Clio Models
===========

The next step is to define Clio models. A Clio model is a class that
is going to be mapped to a table by the SQLAlchemy ORM. A Clio model
also has a number of special methods that can be used to drive the
workflow process and that will be described later.

It is easy to create a Clio-based model, just subclass from
``clio.Model``::

  import clio

  class Address(clio.Model):
      pass

In many cases, a ``clio.Model`` needs to define its own
``__init__``. This looks like this::

  class Address(clio.Model):
      def __init__(self, code, street, city, country):
          super(Address, self).__init__(code)
          self.street = street
          self.city = city
          self.country = country

Note that it is required to call the superclass and pass it the
``code``.

Mapping
-------

After definining the tables and the model classes, we use the normal
SQLAlchemy object relational mapper to map the classes to the tables::

  from sqlalchemy.orm import mapper

  mapper(Address, address_table)

This is standard SQLAlchemy, and we have seen everything needed to
create a Clio-managed model.
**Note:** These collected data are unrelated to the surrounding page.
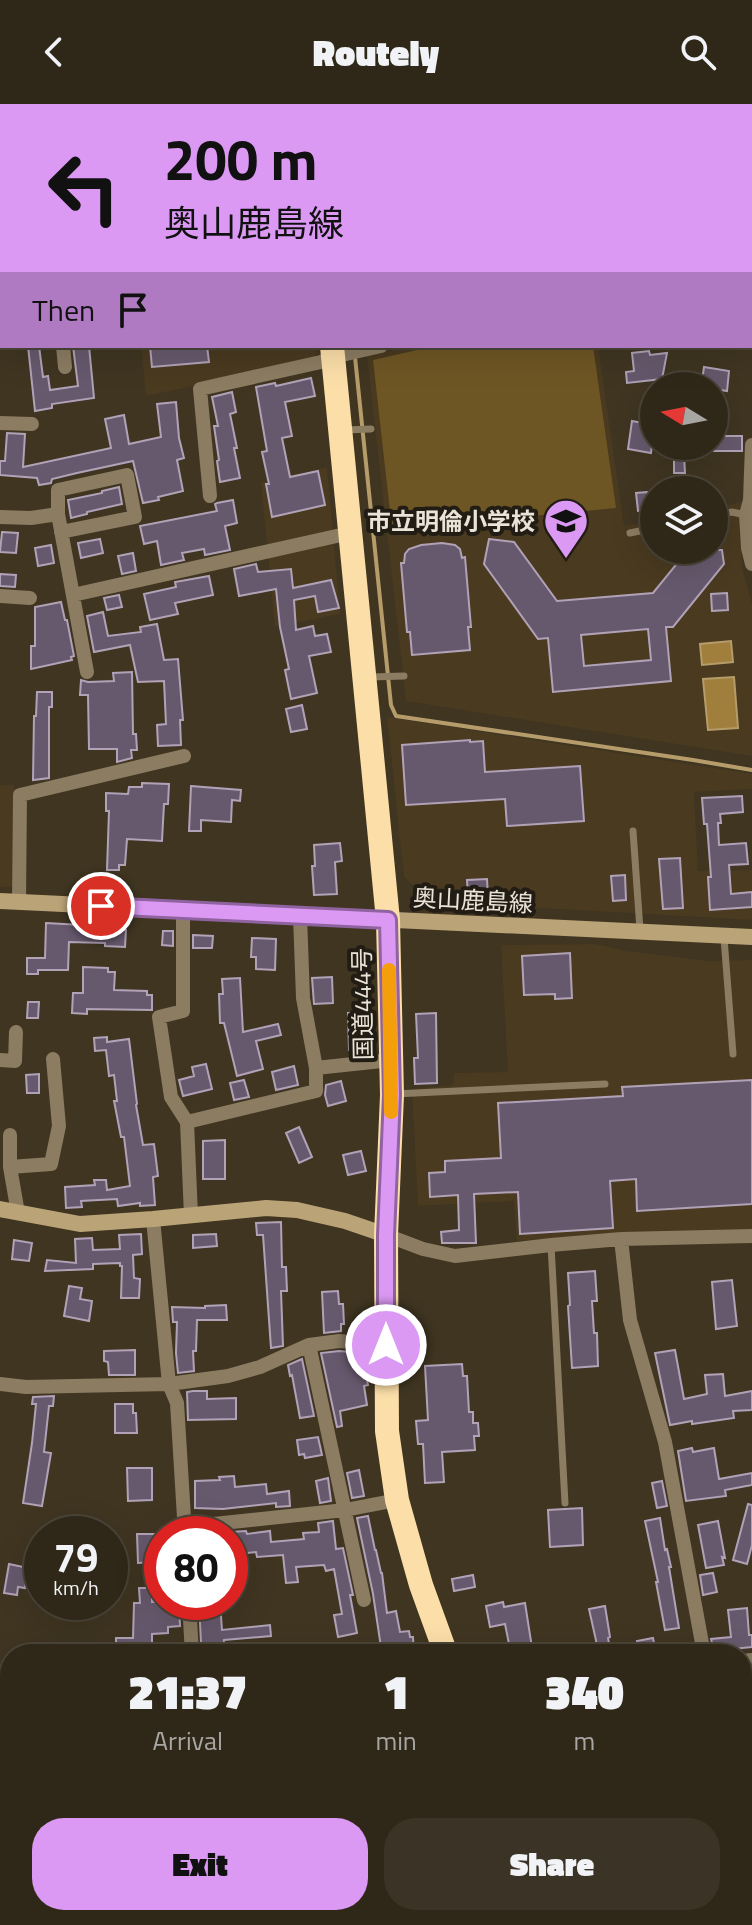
<!DOCTYPE html>
<meta charset="utf-8">
<style>
body{margin:0;font-family:"Titillium Web","Noto Sans JP",sans-serif;background:#3b3426;color:#f1f3f6;height:100vh;display:flex;flex-direction:column;font-size:30px;white-space:nowrap}
*{box-sizing:border-box;margin:0}
p{font-size:26px;color:#a7a6a2}
.icon{flex:none;width:44px;height:44px;fill:none;stroke:currentColor;stroke-width:2;stroke-linecap:round;stroke-linejoin:round}
.map{position:relative;flex:1;overflow:hidden}
.drawer{position:absolute;left:0px;top:1540px;width:752px;height:282px;display:flex;flex-direction:column;background:#2f2819;border-radius:32px 32px 0 0;box-shadow:0 8px 32px #0002,0 0 0 2px #4a4438}
.drawer>*{flex:none}
.top-card{position:absolute;left:0px;top:0px;width:752px;height:244px;box-shadow:0 8px 32px #0002,0 0 0 2px #4a4438;background:#dc99f4;color:#111;overflow:hidden}
.needle{width:52px;rotate:280deg}
.controls{position:absolute;left:640px;top:268px;display:grid;gap:16px}
.controls a{display:grid;place-items:center;width:88px;height:88px;border-radius:50%;background:#2f2819;box-shadow:0 8px 32px #0002,0 0 0 2px #4a4438;font-size:40px}
.speed{position:absolute;left:24px;top:1412px;display:flex;gap:16px;font-size:40px;font-weight:700;text-align:center}
.speed>*{display:grid;place-content:center;width:104px;height:104px;border-radius:50%;background:#2f2819;box-shadow:0 8px 32px #0002,0 0 0 2px #4a4438;line-height:1}
.speed small{font-size:20px;font-weight:400}
.speed .limit{border:12px solid #d22;background:#fff;color:#111}
.pin{position:absolute;display:grid;place-items:center;width:68px;height:68px;color:#fff;margin:-34px;border:4px solid #fff;border-radius:50%;box-shadow:0 2px 8px #0007}
.me{position:absolute;width:88px;margin:-44px;rotate:0deg;stroke-linejoin:round;filter:drop-shadow(0 0 6px #0008)}
.turn{display:flex;align-items:center;gap:28px;height:168px;padding:0 32px;font-size:36px}
.turn .icon{width:104px;height:104px;stroke-width:2.5}
.turn b{display:block;font-size:56px;line-height:68px}
.then{display:flex;align-items:center;height:76px;padding:0 32px;background:#0003;gap:16px;font-size:30px}
.eta{display:flex;justify-content:space-evenly;align-items:center;height:136px;text-align:center}
.eta b{font-size:48px;font-weight:800;line-height:56px}
.action{display:flex;gap:16px;margin-top:auto;padding:16px 32px}
.action a{flex:1;height:92px;border-radius:32px;background:#dc99f4;color:#111;font-size:32px;font-weight:800;line-height:92px;text-align:center}
.action a+a{background:#3b3426;color:#f1f3f6}
header{display:flex;justify-content:space-between;align-items:center;height:104px;padding:0 32px;background:#2f2819;font-size:36px;font-weight:800}
.map>svg:first-child{display:block}
</style>
<header><svg class="icon" aria-label="back" viewBox="0 0 24 24"><path d="M15 5l-7 7 7 7"/></svg>Routely<svg class="icon" aria-label="search" viewBox="0 0 24 24"><circle cx="10" cy="10" r="6"/><path d="M15 15l6 6"/></svg></header>
<div class="map">
<svg width="752" height="1821" viewBox="0 0 752 1821">
<rect width="100%" height="100%" fill="#3f3521"/>
<path fill="#493a20" d="M141,242H315L317,256L146,292Z
M412,242H598L624,422L654,416V446H714V404L742,398L739,423L743,467L752,500V652L406,597L367,252Z
M327,363L340,510L275,523L261,379Z
M387,613L752,670V685L694,688L698,767L752,766V816L432,798L404,773Z
M0,681H14L13,783H0Z
M595,840L627,847L707,857L752,856V1126L614,1129L517,1137L514,1097L418,1102L412,985L453,981L454,969L508,968L501,841Z
M752,1564V1639L742,1641V1565Z"/>
<path fill="#6e5524" d="M435,242H593L616,404L392,425L373,256Z"/>
<path fill="#a07e3b" stroke="#b69c6a" stroke-width="2" d="M731,537L733,558L702,561L700,540Z
M734,573L738,624L708,626L703,575Z"/>
<g fill="none" stroke-linecap="round" stroke-linejoin="round">
<path stroke="#b69c6a" stroke-width="4" d="M332,0V2
M355,253L391,601L396,612L693,656L752,666"/>
</g>
<path fill="#67596d" stroke="#b1a2b7" stroke-width="2" fill-rule="evenodd" d="M28,242H39L43,273L48,272L50,286L78,282L73,242H89L94,294L52,300V304L35,307Z
M150,242H207L209,258L152,263Z
M649,247L650,251L667,249L662,275L627,279L626,268L634,267L632,249Z
M704,263L729,267L727,287L714,285V282H709L710,278L702,277Z
M311,274L315,292L285,298L292,332L282,334L290,373L318,367L325,401L272,413L266,380H269L262,348L267,347L256,283L275,279L276,282Z
M232,288L236,308L230,310L237,344H234L240,374L220,378L217,357L219,356L214,322H218L212,293Z
M176,298L179,334L184,354L177,356L183,387L158,393L159,396L143,399L133,357L77,369L52,375L51,379L39,381L37,374L0,371V357H5L7,329L25,330L23,363L111,344L105,315L124,311L129,340L161,333L157,300Z
M632,317L654,321L651,349L628,345Z
M714,332H742V347H714Z
M684,351L685,369H674V352Z
M119,383L122,400L87,408V410L71,414L68,396L102,389V387Z
M647,388L649,406L638,407L636,389Z
M233,396L237,419L225,422L230,446L205,451L204,445L182,449L184,456L161,461L157,437L144,440L140,422L217,407L215,400L217,399Z
M2,428L18,429L16,449L0,448Z
M100,435L103,449L81,454L78,439Z
M489,435L514,438L557,497L653,489L688,446H722L724,460L673,523H666L671,577L553,588L548,534L538,535L484,460ZM648,525L651,556L584,562L581,531Z
M442,439L455,441L460,445L462,454L465,453L471,523H468L470,546L412,551L410,528H407L401,459H404L405,450L409,445L421,441Z
M51,441L54,459L38,462L35,444Z
M133,449L136,467L122,470L118,452Z
M256,460L258,468L291,465L293,484L331,476L339,504L318,508L315,492L294,496L296,526L313,522L315,532L327,530L331,548L309,552L317,589L291,595L285,566L289,565L280,523L276,485L239,492L234,465Z
M0,470L16,471L15,483L0,482Z
M209,472L213,491L175,499L178,510L150,516L144,490L176,483L175,478Z
M727,489L728,506L712,507L711,490Z
M119,491L122,503L107,506L104,494Z
M61,498L65,516H67L74,552L71,553L72,556L31,565V542H35V503Z
M103,508L108,532L141,528L140,523L157,520L164,556L178,555L183,616H180L181,641L158,642L157,621L166,620L164,577L138,578L130,541L94,548L87,512Z
M132,568L133,630H136L137,646H131L132,654L117,658V645H89L88,591H80L81,576L88,578L114,577L113,569Z
M37,588H52V603H49V674L33,676L34,612H36Z
M302,601L307,625L291,628L286,605Z
M470,636V638L483,637L485,668L580,662L584,717L507,722L505,695L406,701L402,641Z
M142,679L169,680L168,700H164L162,737L127,735L125,761H119V766H107L109,707H106V689L128,690L129,683H142Z
M191,682L241,686L240,697L232,696L231,718L201,716V727H189Z
M742,692L743,708L720,710L721,719H718L719,741L746,739L748,760L729,761L731,790L752,788V803L710,806L708,773H711L707,720H704L702,694Z
M340,739L342,757L335,758L337,790L314,791L312,762H315L314,741Z
M680,754L683,804L663,805L659,755Z
M625,771L626,796L613,797L611,772Z
M487,775L488,791L468,793L467,776Z
M46,819L99,822V825L126,826L125,843L105,842V839L69,838L68,866H38V870H27V854H45Z
M163,827H173V842L162,841Z
M193,831L213,832L212,844H193Z
M252,834L276,835L275,866L256,865V853H251Z
M570,849L572,894L555,895V890L524,891L522,852Z
M83,863L108,864V868H115L114,886L147,887V891H152V906L87,905V910L72,909L73,889H83Z
M332,873L333,899L314,900L312,874Z
M240,874L243,928L278,920L281,931L256,937L263,965L237,972L224,919H220L219,890H223L222,875Z
M28,898H39L38,914H27Z
M369,908L370,945L349,946L348,909Z
M436,909L437,979L415,980L414,954H418L416,910Z
M107,933V938L129,935L137,1000L136,1001L143,1041L154,1040L158,1072L153,1073L155,1101L140,1102V1099L118,1102L117,1095L81,1097L82,1103L66,1104L65,1083L95,1081L94,1076H106L107,1086L130,1082L124,1033H121L114,997H117L114,971L109,972L106,946L95,947L94,934Z
M206,960L212,985L183,992L179,976L194,972L192,963Z
M294,962L298,981L276,986L272,968Z
M39,970V989H27L26,971Z
M244,976L249,993L234,996L230,979Z
M752,976V1100L637,1107L636,1075L610,1077L613,1124L520,1130L518,1088L474,1090L476,1139H442L441,1128L459,1126L458,1091L430,1093L429,1069L445,1068V1057L501,1054L498,999L623,992L622,983Z
M341,977L346,997L328,1002L325,991L326,981Z
M299,1023L312,1053L299,1059L286,1029Z
M225,1036V1075H203V1037Z
M361,1047L366,1067L348,1071L343,1051Z
M281,1118L282,1163H286L287,1187H281L283,1242L271,1244L263,1131H257L256,1119Z
M141,1130L142,1150L133,1151L134,1174L140,1175L139,1194H121L122,1162H120V1159L93,1160V1165L45,1167L47,1156L76,1159L75,1135L92,1134L93,1146L120,1145L119,1131Z
M216,1130L217,1142L193,1144V1131Z
M14,1136L32,1139L29,1157L12,1155Z
M595,1167L597,1197H592L594,1229H597L598,1262L572,1264L568,1202L570,1201L568,1169Z
M732,1176L737,1222L716,1225L712,1178Z
M69,1182L82,1184L80,1195L92,1197L89,1217L64,1212Z
M338,1187L339,1200H343L344,1220H341V1227L324,1229L322,1188Z
M226,1201L227,1216H197L196,1247H193L194,1267L178,1269L176,1249L177,1218H173L172,1203L205,1204V1202Z
M135,1246V1271H109L108,1258L104,1257V1247Z
M675,1246L684,1295L707,1290L705,1271L723,1270L725,1292L752,1287V1306L733,1307L734,1314L692,1320V1317L670,1321L655,1249Z
M339,1247L362,1249L368,1281L364,1282L367,1301L340,1307L342,1322L337,1323L321,1249Z
M302,1255L314,1312L300,1314L292,1271L290,1272L288,1261Z
M462,1260L463,1272H467L469,1308H473V1319H478L479,1332H474L475,1346L442,1348L444,1378L425,1379L423,1340H418L416,1317L428,1316L425,1262Z
M193,1287H207V1295L236,1294V1315L188,1316L187,1288Z
M54,1292L53,1302H49L44,1348L51,1349L42,1402L23,1399L32,1339L36,1300H32L33,1293Z
M115,1300H133V1309H136L137,1329H115Z
M318,1333L322,1351L305,1354L304,1350L299,1351L297,1336Z
M692,1344L693,1348L714,1344L719,1375L752,1369V1381L725,1386L726,1392L686,1397L678,1347Z
M127,1364H152V1396L128,1397Z
M359,1366L364,1392L352,1394L347,1369Z
M234,1372L235,1383L266,1380L267,1390L289,1387L290,1402L276,1403V1399L223,1405L195,1404V1377L220,1376L219,1373Z
M328,1374L331,1397L320,1399L316,1377Z
M662,1377L667,1402L657,1404L652,1379Z
M748,1400L752,1401V1441L747,1460L733,1456Z
M582,1404L583,1441L550,1443L548,1406Z
M368,1412L375,1446H376L381,1469H382L387,1509L396,1507L400,1528L409,1527L410,1533H413L414,1550H382L373,1490L357,1414Z
M660,1414L665,1446L667,1445L671,1463H669L679,1524L665,1526L656,1478H658L645,1417Z
M333,1417L336,1445L343,1444L353,1491H350L357,1529L338,1533L334,1511L342,1510L334,1465L326,1467L324,1461L296,1463L298,1478L286,1479L283,1451L257,1453L256,1448L230,1451V1428L246,1427L247,1430L270,1427L271,1438L304,1435L303,1429L319,1428L318,1419Z
M718,1417L725,1454L722,1453L724,1461L706,1464L698,1421Z
M137,1430H159V1458L138,1459Z
M9,1460L28,1464L25,1484L18,1483L17,1491L4,1489Z
M713,1469L717,1488L703,1491L700,1471Z
M473,1471L475,1483L454,1487L452,1475Z
M139,1484H152V1498H179L180,1522L168,1523V1529L152,1530V1547L116,1548V1534H133L134,1499H140Z
M199,1498H220L222,1526L270,1521L271,1532L224,1536L223,1550H204L205,1540L201,1539Z
M503,1498L504,1503L525,1499L533,1550H511L505,1520L490,1523L486,1502Z
M605,1502L610,1533L608,1534L611,1550H599L589,1505Z
M747,1504L749,1531H752V1543L714,1547L711,1535L731,1533L728,1506Z
M653,1534L656,1550H640L637,1537Z"/>
<g fill="none" stroke-linecap="round" stroke-linejoin="round">
<path stroke="#8b7c62" stroke-width="7" d="M345,326L371,325
M714,412L732,408L746,411
M630,429L654,424
M370,573L404,572
M633,727L640,826
M724,834L733,950
M394,990L605,980
M551,1141L565,1399"/>
<path stroke="#8b7c62" stroke-width="14" d="M573,0V2
M348,2L358,0
M734,2V0
M0,62L2,61
M750,131L752,135
M750,158L752,157
M63,242L65,263
M0,319L32,320
M752,341L750,396L746,411L748,444L752,460
M210,392L200,285L321,258L333,253L381,242
M58,410V386L127,371L135,413L61,428
M0,413L31,414L58,410L87,568
M73,491L350,429
M0,492L30,494
M19,798L20,691L184,652
M183,807V907L159,913L171,993L187,1018L191,1112
M300,812L303,894L316,964L391,956
M0,956L15,957L16,928
M187,1018L316,987V964
M10,1031V1063L18,1109
M10,1063L51,1060L59,1022L53,955
M153,1115L169,1280L177,1299L185,1430
M386,1131L423,1145L455,1152L551,1141L621,1135L752,1132
M621,1135L630,1216L665,1338L704,1550
M309,1241L364,1496
M0,1280L26,1283L169,1280L228,1272L260,1263L309,1241L339,1237L386,1241
M185,1423L345,1406L397,1396
M189,1498L192,1550
M742,1557L752,1556
M0,1631L10,1630
M0,1657L10,1770
M200,1812V1821
M413,1812L414,1821
M23,1815L59,1813H91L143,1821
M211,1821L277,1812"/>
<path stroke="#bba378" stroke-width="16" d="M0,797L752,833
M0,1105L80,1120L153,1115L266,1104L297,1106L345,1117L386,1131"/>
<path stroke="#fbdea8" stroke-width="24" d="M308,0V2
M332,242L388,816L392,991L386,1131L387,1327L397,1396L421,1481L446,1550
M545,1812L549,1821"/>
</g>
<g fill="none" stroke-linecap="round" stroke-linejoin="round">
<g stroke="#8f639f" stroke-width="20">
<path id="route" d="M101,802L388,816L392,991L386,1131V1241"/>
</g>
<use href="#route" stroke="#dc99f4" stroke-width="14"/>
<path stroke="#f59e0b" stroke-width="14" d="M389,866L391,1008"/>
</g>
<defs>
<g id="school-pin" transform="scale(2.3)"><path d="M0 17L-7.5 6A9.5 9.5 0 1 1 7.5 6Z" fill="#dc99f4" stroke="#221d14"/><path d="M0-5L7-2L0 1L-7-2ZM-4 1L0 2.5L4 1V4Q0 6-4 4Z" fill="#111"/></g>
</defs>
<g fill-rule="evenodd">
<use href="#school-pin" x="566" y="417"/>
</g>
<g text-anchor="middle" dominant-baseline="central" stroke-width="8" stroke-linejoin="round" paint-order="stroke">
<g font-size="24" font-weight="bold" fill="#eae3d7" stroke="#221d14" text-anchor="end">
<text x="535" y="417">市立明倫小学校</text>
</g>
<g font-size="24" fill="#eae3d7" stroke="#221d14">
<text transform="translate(473 796) rotate(3)">奥山鹿島線</text>
<text transform="translate(362 900) rotate(-91)">国道444号</text>
</g>
</g>
</svg>
<div class="controls">
<a><svg class="needle" viewBox="-14 -14 28 28"><path d="M0-13l5 13h-10z" fill="#e53935"/><path d="M0 13l5-13h-10z" fill="#a7a6a2"/></svg></a>
<a><svg class="icon" aria-label="layers" viewBox="0 0 24 24"><path d="M12 4l9 5-9 5-9-5zM3 14l9 5 9-5"/></svg></a>
</div>
<div class="speed"><div>79<small>km/h</small></div><div class="limit">80</div></div>
<div class="pin" style="left:101px;top:802px;background:#d93025"><svg class="icon" aria-label="arrive" viewBox="0 0 24 24"><path d="M6 21V4h12l-3 4 3 4H6"/></svg></div>
<svg class="me" style="left:386px;top:1241px" viewBox="-20 -20 40 40"><circle r="17" fill="#dc99f4" stroke="#fff" stroke-width="3"/><path d="M0-11L8 9 0 5-8 9z" fill="#fff"/></svg>
<div class="top-card">
<div class="turn"><svg class="icon" aria-label="left" viewBox="0 0 24 24"><path d="M17 20v-9H6M10 6l-5 5 5 5"/></svg><div><b>200 m</b>奥山鹿島線</div></div>
<div class="then">Then<svg class="icon" aria-label="arrive" viewBox="0 0 24 24"><path d="M6 21V4h12l-3 4 3 4H6"/></svg></div>
</div>
<section class="drawer">
<div class="eta">
<div><b>21:37</b><p>Arrival</p></div>
<div><b>1</b><p>min</p></div>
<div><b>340</b><p>m</p></div>
</div>
<div class="action"><a>Exit</a><a>Share</a></div>
</section>
</div>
The situation becomes a bit more involved
when we want to create relations between models.

Workflow properties
-------------------

The Clio table columns described earlier will exist on the mapped
instances. The following properties are available:

id 
  An integer attribute uniquely identifying the record underlying the
  instance. Will be automatically set by the system.

code
  An integer that uniquely identifies the actual information managed
  this object. Other versions of this object in other workflow states
  will have the same ``code``, but not the same ``id``.

status
  An integer that indicates the workflow status that the particular
  version is in.

workflow_timestamp
  The moment this version last underwent a workflow transition.

creation_timestamp
  The moment this object was created.